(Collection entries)
____________________
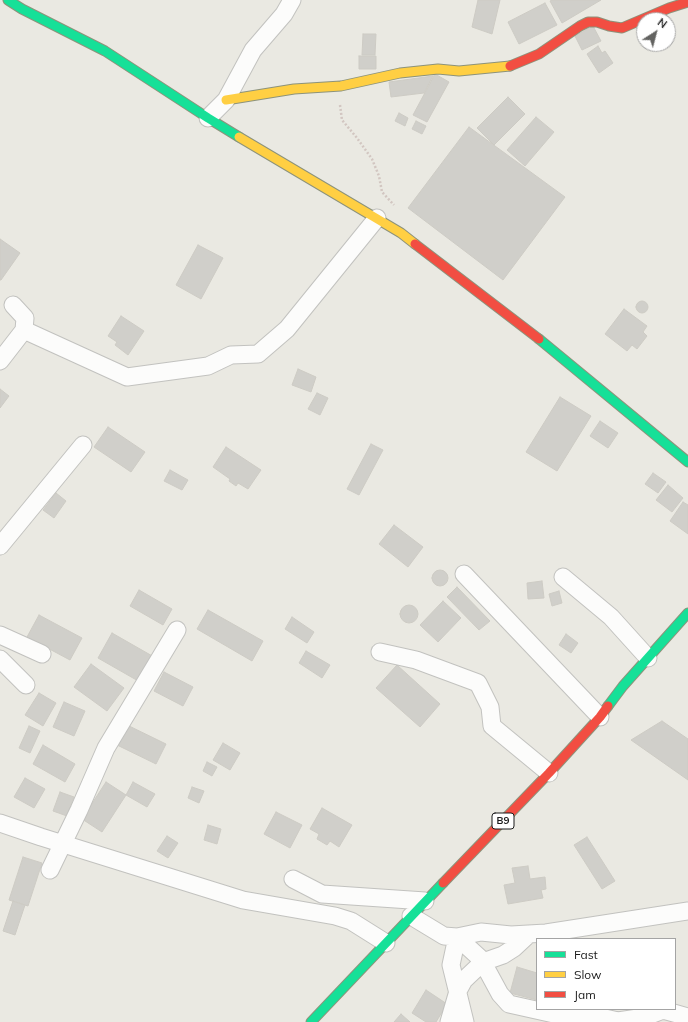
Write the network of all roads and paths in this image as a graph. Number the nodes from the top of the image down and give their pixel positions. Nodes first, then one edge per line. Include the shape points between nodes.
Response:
1 (8, 0) edge
2 (292, 0) edge
3 (688, 2) edge
4 (341, 86) junction
5 (226, 100) junction
6 (208, 118) junction
7 (397, 208) dead end
8 (377, 218) junction
9 (14, 305) dead end
10 (24, 330) junction
11 (0, 361) edge
12 (83, 445) dead end
13 (688, 462) edge
14 (0, 546) edge
15 (464, 574) dead end
16 (563, 577) dead end
17 (688, 613) edge
18 (177, 630) dead end
19 (0, 635) edge
20 (380, 652) dead end
21 (42, 654) dead end
22 (648, 658) junction
23 (0, 659) edge
24 (26, 685) dead end
25 (600, 717) junction
26 (549, 773) junction
27 (0, 823) edge
28 (63, 843) junction
29 (50, 870) dead end
30 (293, 878) dead end
31 (425, 901) junction
32 (688, 911) edge
33 (411, 916) junction
34 (529, 934) junction
35 (457, 937) junction
36 (386, 943) junction
37 (483, 962) junction
38 (458, 991) junction
39 (688, 1017) edge
40 (311, 1022) edge
41 (449, 1022) edge
42 (465, 1022) edge

1 - 6 main road via 105,51
2 - 5 street via 284,14 253,50
3 - 4 main road via 622,28 588,22 539,54 511,66 400,73
4 - 5 main road via 294,89
4 - 7 path via 342,120 372,159 382,192
5 - 6 street
6 - 8 main road
8 - 10 street via 287,329 258,354 231,355 208,366 127,377
8 - 13 main road via 401,233 561,356
9 - 10 street via 25,318
10 - 11 street
12 - 14 street
15 - 25 street
16 - 22 street via 611,617
17 - 22 main road, B9
18 - 28 street via 106,748
19 - 21 street
20 - 26 street via 416,660 478,683 490,707 492,726
22 - 25 main road, B9
23 - 24 street
25 - 26 main road, B9
26 - 31 main road, B9
27 - 28 street
28 - 29 street
28 - 36 street via 243,900 335,916 351,921
30 - 31 street via 322,894
31 - 33 main road, B9
32 - 34 street
33 - 35 street via 444,936
33 - 36 main road, B9
34 - 35 street via 481,932
34 - 37 street via 502,956
35 - 37 street
35 - 38 street via 451,965
36 - 40 main road, B9
37 - 38 street via 464,980
37 - 39 street via 508,1004 554,1014 575,1017 592,1015 618,1021 645,1017 663,1010
38 - 41 street
38 - 42 street

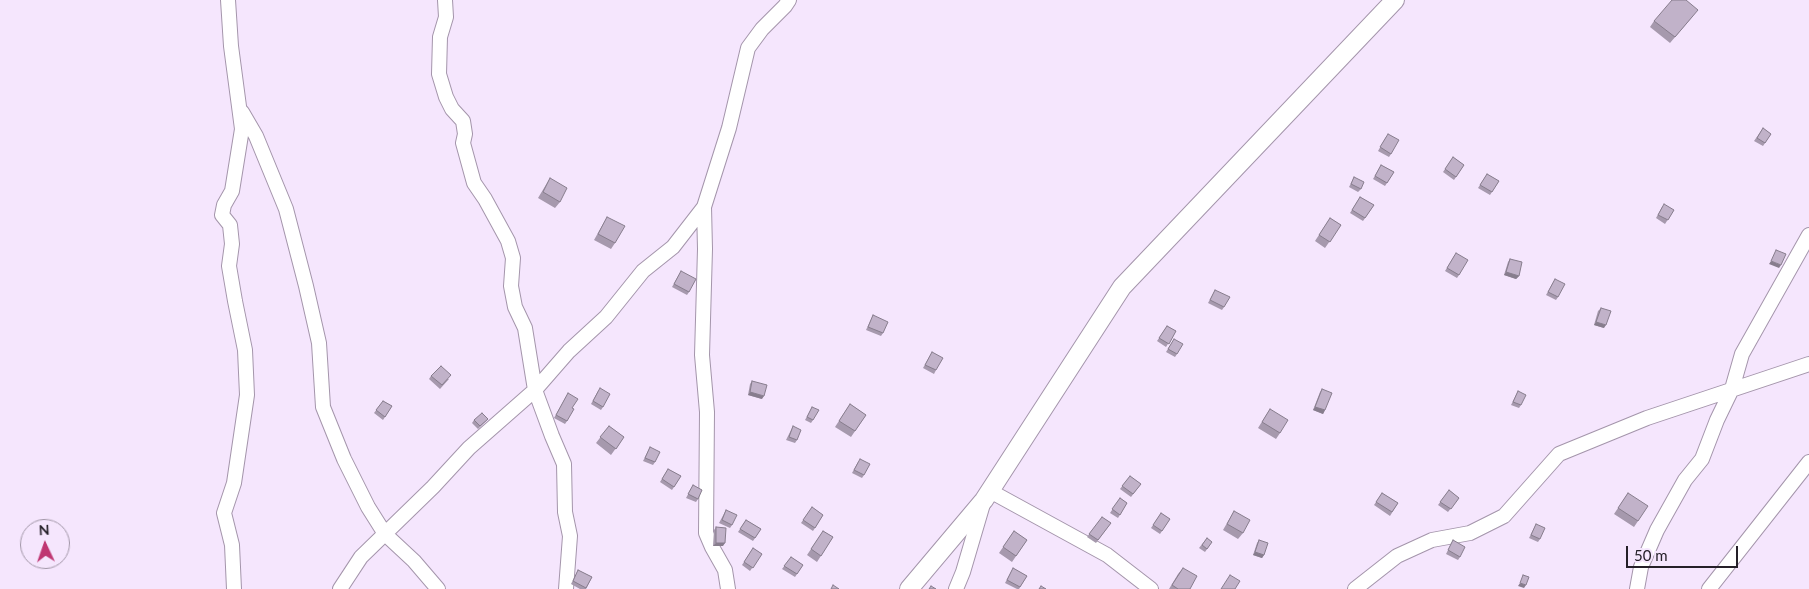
____________________
**Task prompt**: Please print all the entries exactly as written, but drop the pictures.

**Result of this exercise**:
Write the network of all roads and paths in this image as a graph. Number the nodes from the top of the image down and give their pixel positions. Nodes first, then one edge per line. Include the shape points between nodes.
Response:
1 (8, 0) edge
2 (292, 0) edge
3 (688, 2) edge
4 (341, 86) junction
5 (226, 100) junction
6 (208, 118) junction
7 (397, 208) dead end
8 (377, 218) junction
9 (14, 305) dead end
10 (24, 330) junction
11 (0, 361) edge
12 (83, 445) dead end
13 (688, 462) edge
14 (0, 546) edge
15 (464, 574) dead end
16 (563, 577) dead end
17 (688, 613) edge
18 (177, 630) dead end
19 (0, 635) edge
20 (380, 652) dead end
21 (42, 654) dead end
22 (648, 658) junction
23 (0, 659) edge
24 (26, 685) dead end
25 (600, 717) junction
26 (549, 773) junction
27 (0, 823) edge
28 (63, 843) junction
29 (50, 870) dead end
30 (293, 878) dead end
31 (425, 901) junction
32 (688, 911) edge
33 (411, 916) junction
34 (529, 934) junction
35 (457, 937) junction
36 (386, 943) junction
37 (483, 962) junction
38 (458, 991) junction
39 (688, 1017) edge
40 (311, 1022) edge
41 (449, 1022) edge
42 (465, 1022) edge

1 - 6 main road via 105,51
2 - 5 street via 284,14 253,50
3 - 4 main road via 622,28 588,22 539,54 511,66 400,73
4 - 5 main road via 294,89
4 - 7 path via 342,120 372,159 382,192
5 - 6 street
6 - 8 main road
8 - 10 street via 287,329 258,354 231,355 208,366 127,377
8 - 13 main road via 401,233 561,356
9 - 10 street via 25,318
10 - 11 street
12 - 14 street
15 - 25 street
16 - 22 street via 611,617
17 - 22 main road, B9
18 - 28 street via 106,748
19 - 21 street
20 - 26 street via 416,660 478,683 490,707 492,726
22 - 25 main road, B9
23 - 24 street
25 - 26 main road, B9
26 - 31 main road, B9
27 - 28 street
28 - 29 street
28 - 36 street via 243,900 335,916 351,921
30 - 31 street via 322,894
31 - 33 main road, B9
32 - 34 street
33 - 35 street via 444,936
33 - 36 main road, B9
34 - 35 street via 481,932
34 - 37 street via 502,956
35 - 37 street
35 - 38 street via 451,965
36 - 40 main road, B9
37 - 38 street via 464,980
37 - 39 street via 508,1004 554,1014 575,1017 592,1015 618,1021 645,1017 663,1010
38 - 41 street
38 - 42 street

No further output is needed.